A less well-known phenomenon is the consolidation loan. As the term ‘consolidation’ suggests, it is about merging different loans. At first glance, these types of loans seem like a handy solution. A consolidation loan turns your debt into a clear repayment amount per month. In some cases at a lower interest rate on a number of your outstanding accounts or loans.
Such a consolidation loan may sound too good to be true. And that is it. There are some disadvantages to this loan form and we obviously do not want to withhold it from you. Below five reasons not to:
The total amount of debt does not decrease at all
Due to the often lower monthly amount that you are going to pay, it may seem that your debt burden will decrease. But nothing is worth less. The total amount that you have to pay remains the same.
The total interest costs go up
Sometimes the consolidation loan offers a lower interest rate per month. But because in such a case the loan is often spread out over a longer period, you ultimately pay more in total. A simple calculation shows how this can turn out to your disadvantage: 3 dollar interest per month interest costs over a period of 6 months comes out at 18 dollar total interest costs. 2 dollar interest per month over a 12-month period comes to 24 dollar total interest costs. That is a whopping 33% more interest costs with a consolidation loan!

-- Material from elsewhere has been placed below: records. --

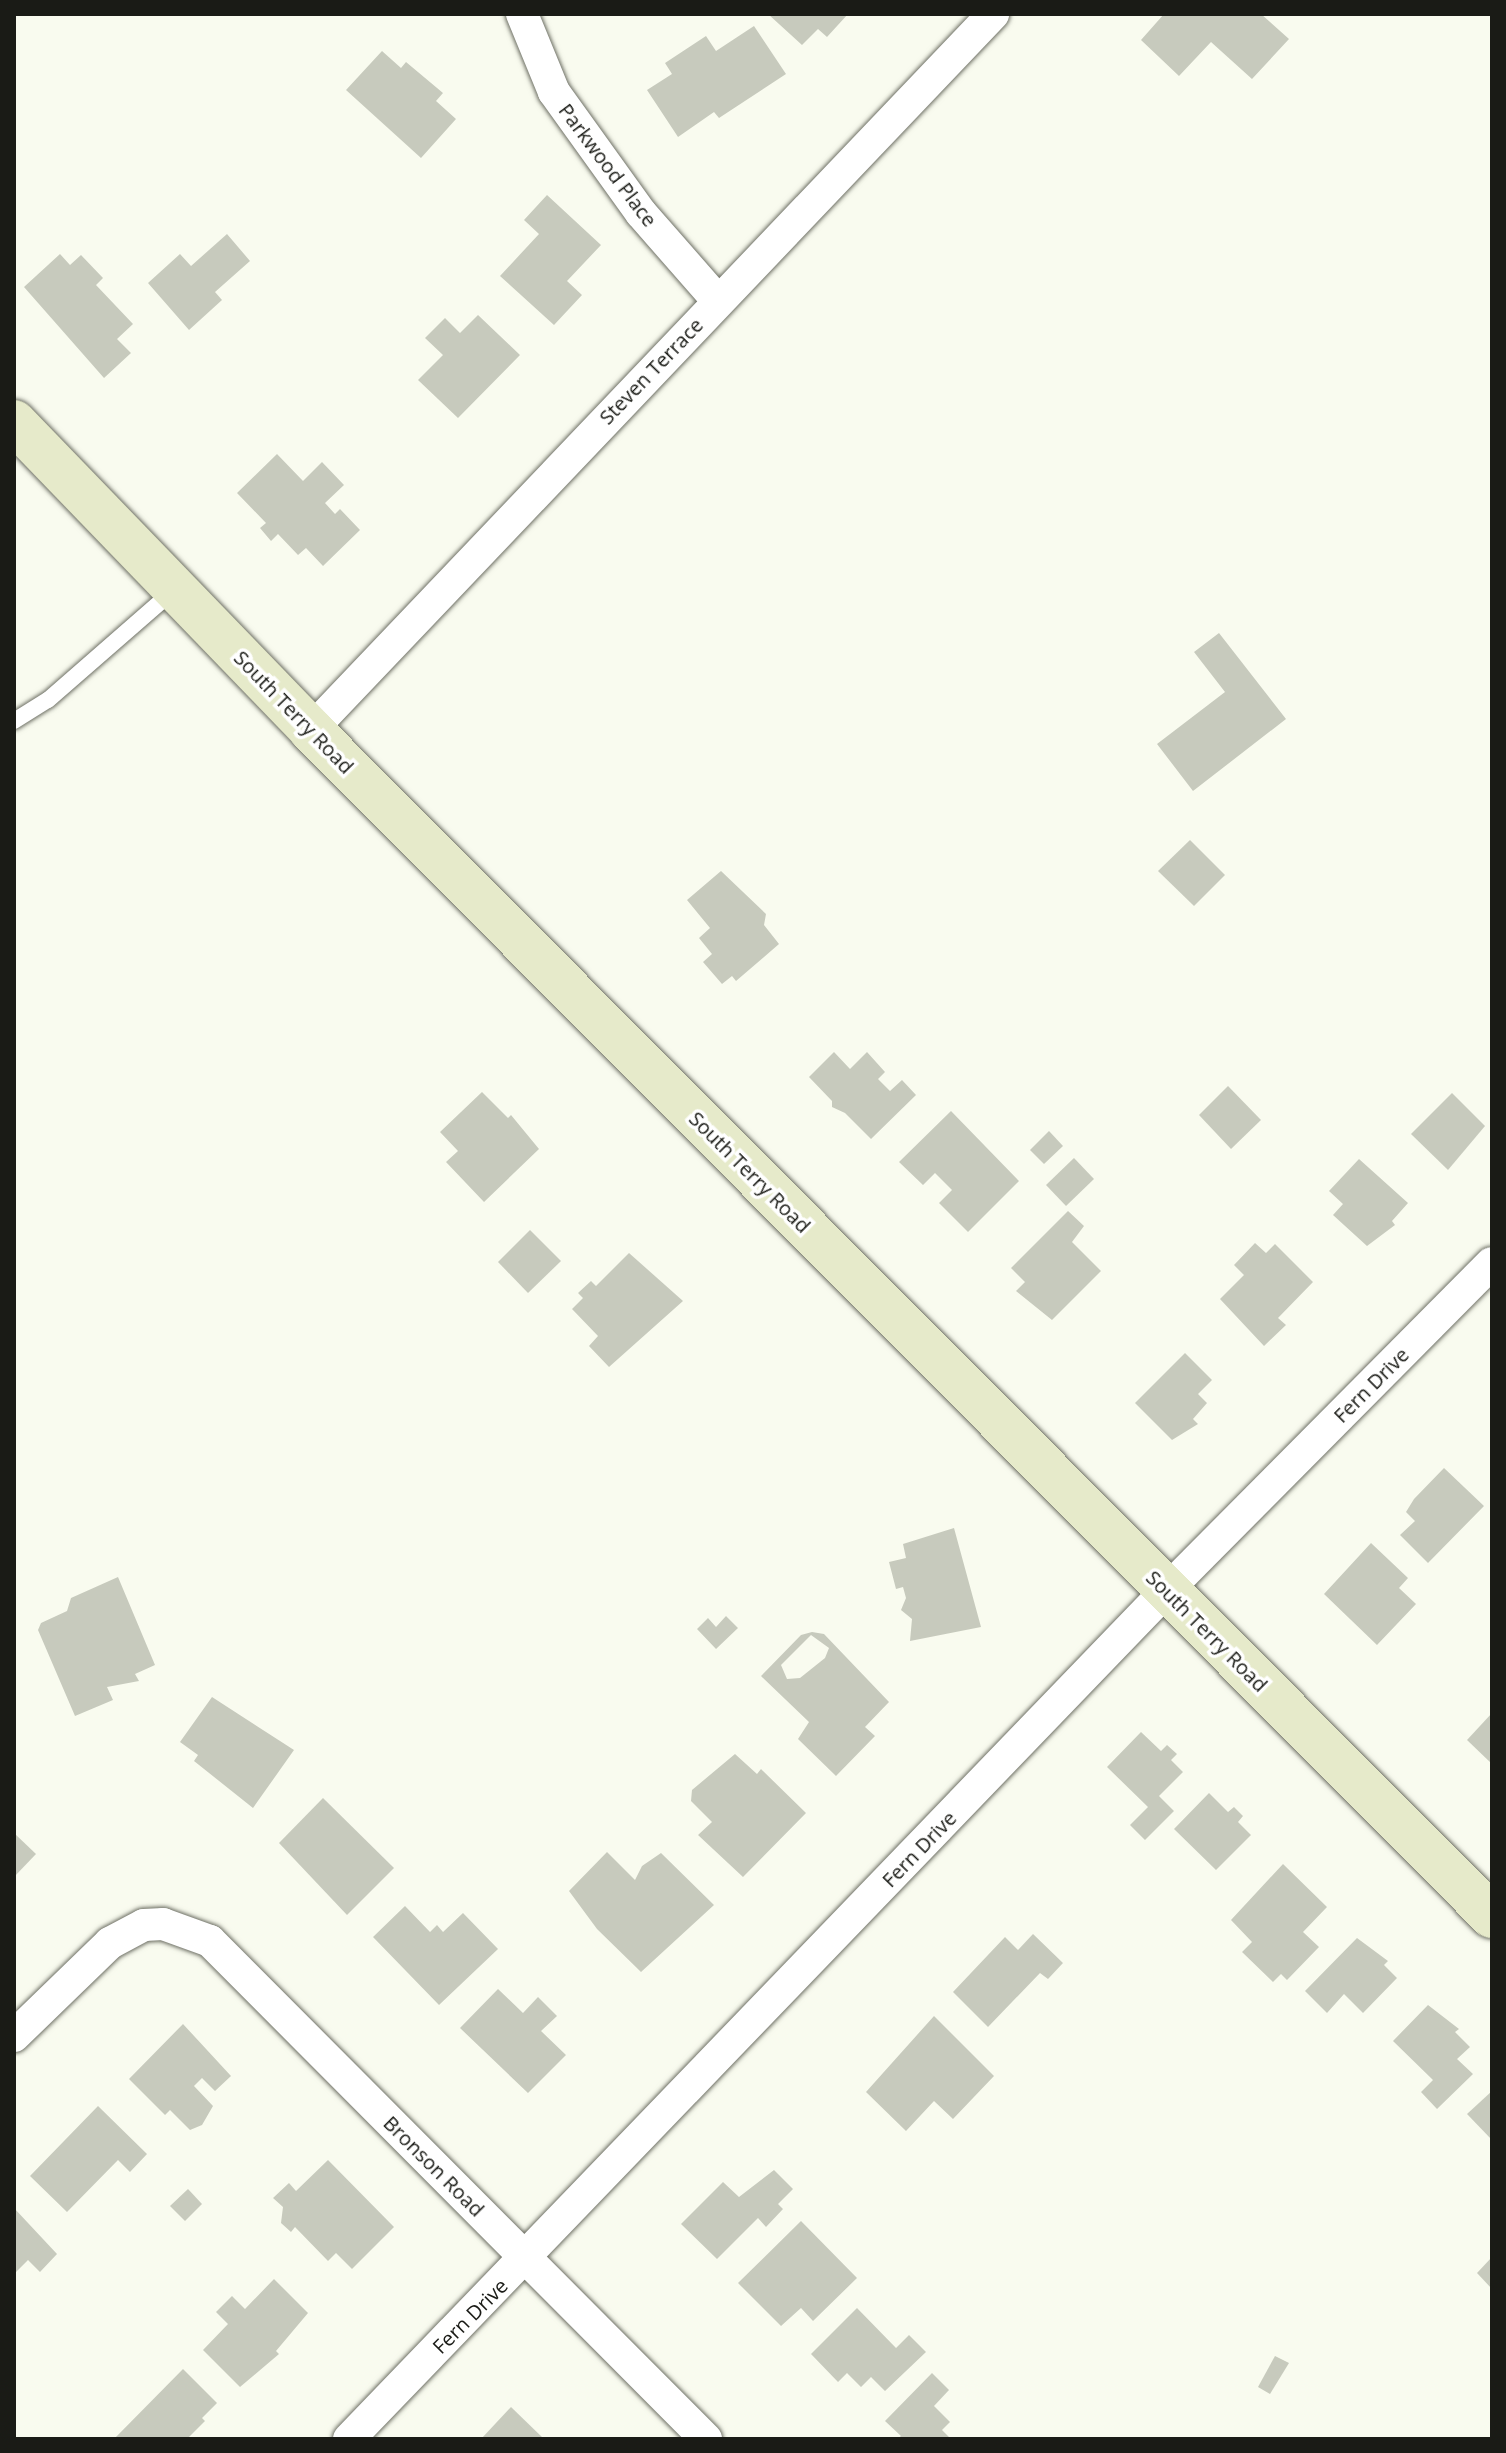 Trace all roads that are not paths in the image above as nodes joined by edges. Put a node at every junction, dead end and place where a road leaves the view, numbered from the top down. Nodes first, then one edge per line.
1 (522, 14) edge
2 (993, 14) edge
3 (718, 301) junction
4 (14, 422) edge
5 (175, 589) junction
6 (14, 721) edge
7 (311, 730) junction
8 (1492, 1263) edge
9 (1166, 1591) junction
10 (1492, 1916) edge
11 (14, 2036) edge
12 (527, 2259) junction
13 (349, 2439) edge
14 (706, 2439) edge

1 - 3 street, Parkwood Place
2 - 3 street, Steven Terrace
3 - 7 street, Steven Terrace
4 - 5 street, South Terry Road
5 - 6 lane
5 - 7 street, South Terry Road
7 - 9 street, South Terry Road
8 - 9 street, Fern Drive
9 - 10 street, South Terry Road
9 - 12 street, Fern Drive
11 - 12 street, Bronson Road
12 - 13 street, Fern Drive
12 - 14 street, Bronson Road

You must pay an additional fee
The provider of the consolidation loan provides you with a service by combining your debts. They often charge an additional fee for this operation. Or they earn it back because you are going to pay more interest costs. Because as with so many things in life: the sun rises for nothing.
You get the best conditions for a consolidation loan with a good credit score
The most favorable conditions for a consolidation loan, ie the lowest interest rates and fees, often depend on the credit score. And you guessed it: that score is often not as good if you have several loans or debts. In other words: that advantageous consolidation loan does exist, but you are not eligible for it. Be warned!
You keep your debts longer
In many cases you do not take out loans and debts because you want to keep them as long as possible. With a consolidation loan, the duration of the loan is often extended, because this is one of the ways to reduce the repayment amount per month. So check carefully whether you are waiting for such a loan over a longer period.
In short, be careful if you are considering such a loan. First contact the creditors to see if you can make an arrangement with them. It generally pays if you first pay off debts with a high interest rate. Also, paying off individual loans quickly can help you to be completely debt-free again in the much shorter term. That was the intention anyway, right?